Since public preview in May, more than 40,000 organizations have adopted issue fields to add structured metadata that’s searchable, reportable, and consistent across every repository.

What’s new since public preview:

  • Issue fields on the issues list: Field values now appear directly on the repository issues list, so you can scan priority, effort, and other metadata at a glance without opening each issue.
  • Public project support: Issue fields now work in public projects, with visibility controls so organizations can decide which fields are visible to nonmembers. Logged-out users can also see public fields.
  • MCP integration: Issue fields are now accessible through GitHub’s MCP server, enabling AI tools like Copilot to read and set field values when creating or updating issues.
  • Internationalization: Field names now support non-English characters, matching parity with issue types.
  • Bug fixes and reliability: Fixed issues with field updates not reflecting in issue timestamps, project view sorting not updating when field option order changes, fields not appearing correctly in exclusion autocomplete, and single-select options not displaying in the right order with colors.
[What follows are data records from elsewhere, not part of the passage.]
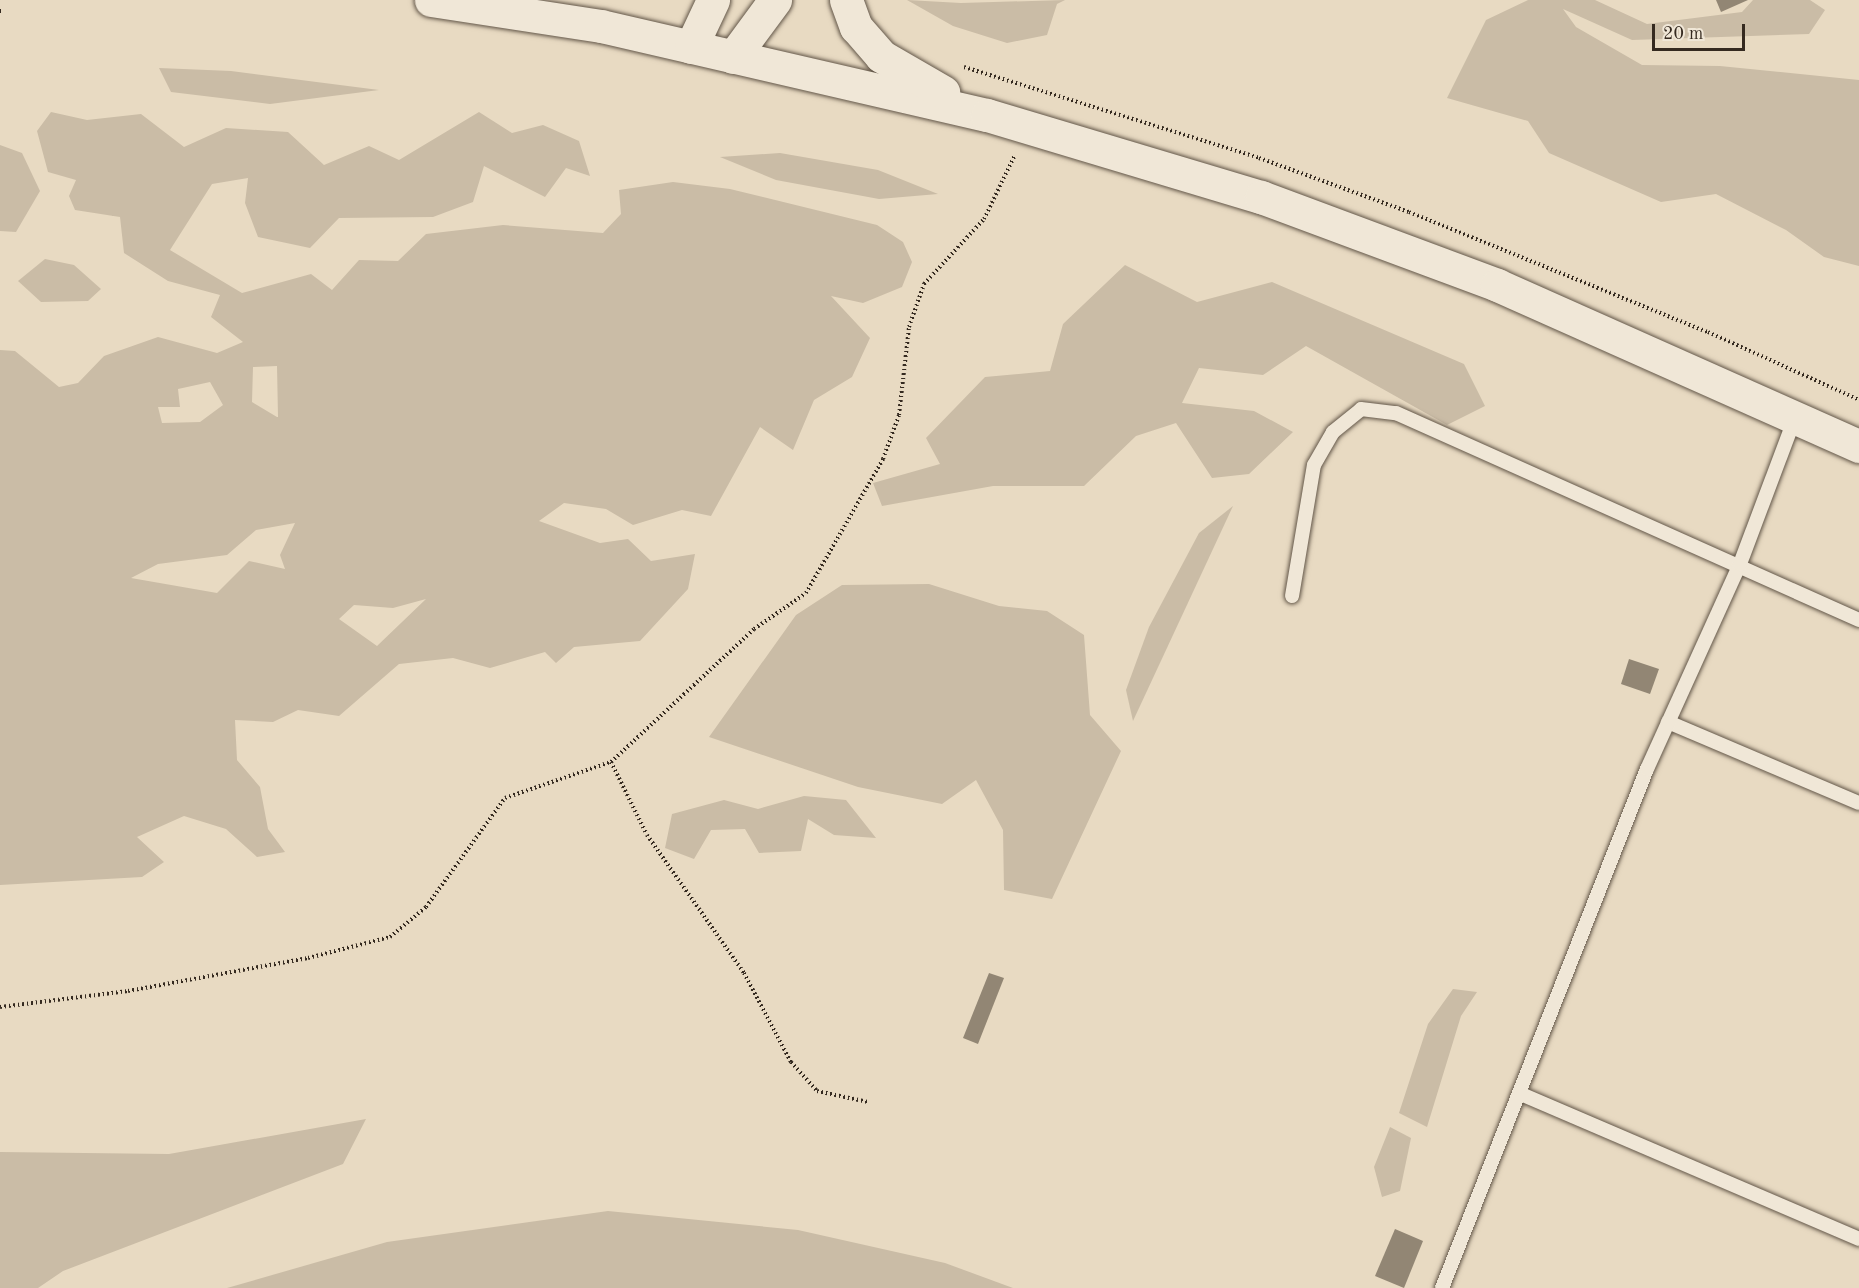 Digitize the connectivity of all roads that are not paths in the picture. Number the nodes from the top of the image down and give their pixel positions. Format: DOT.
graph roads {
  1 [pos="431,0"];
  2 [pos="543,0"];
  3 [pos="713,0"];
  4 [pos="775,0"];
  5 [pos="846,0"];
  6 [pos="507,9"];
  7 [pos="691,47"];
  8 [pos="734,57"];
  9 [pos="987,115"];
  10 [pos="1795,418"];
  11 [pos="1859,446"];
  12 [pos="1740,564"];
  13 [pos="1292,596"];
  14 [pos="1859,620"];
  15 [pos="1668,722"];
  16 [pos="1859,803"];
  17 [pos="1521,1094"];
  18 [pos="1859,1239"];
  19 [pos="1442,1288"];
  1 -- 6 [label="street"];
  2 -- 6 [label="street"];
  3 -- 7 [label="street"];
  4 -- 8 [label="street"];
  5 -- 9 [label="street"];
  6 -- 7 [label="street"];
  7 -- 8 [label="street"];
  8 -- 9 [label="street"];
  9 -- 10 [label="street"];
  10 -- 11 [label="street"];
  10 -- 12 [label="lane"];
  12 -- 13 [label="lane"];
  12 -- 14 [label="lane"];
  12 -- 15 [label="lane"];
  15 -- 16 [label="lane"];
  15 -- 17 [label="lane"];
  17 -- 18 [label="lane"];
  17 -- 19 [label="lane"];
}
Every organization automatically gets four default fields (Priority, Effort, Start date, and Target date) that work out of the box. Organization admins can customize fields, add new ones, and configure which fields appear on each issue type from Settings > Planning > Issue fields.

To learn more, see the issue fields documentation. Share feedback in the community discussion.

Also in this release

Edit history for issues and pull requests is now limited to 100 entries

GitHub now enforces a limit of 100 stored edits per content item for issues, issue comments, pull requests, and pull request review comments. When a new edit pushes the count beyond 100, the oldest intermediate edits are automatically removed while preserving the original content and the most recent 99 changes.

This limit aligns stored data with actual usage, where over 97% of API consumers never paginate beyond the first page. The original content and most recent 99 edits are always preserved. The GraphQL userContentEdits connection and REST API continue to work as before. This applies to all plans and will ship in GitHub Enterprise Server 3.23.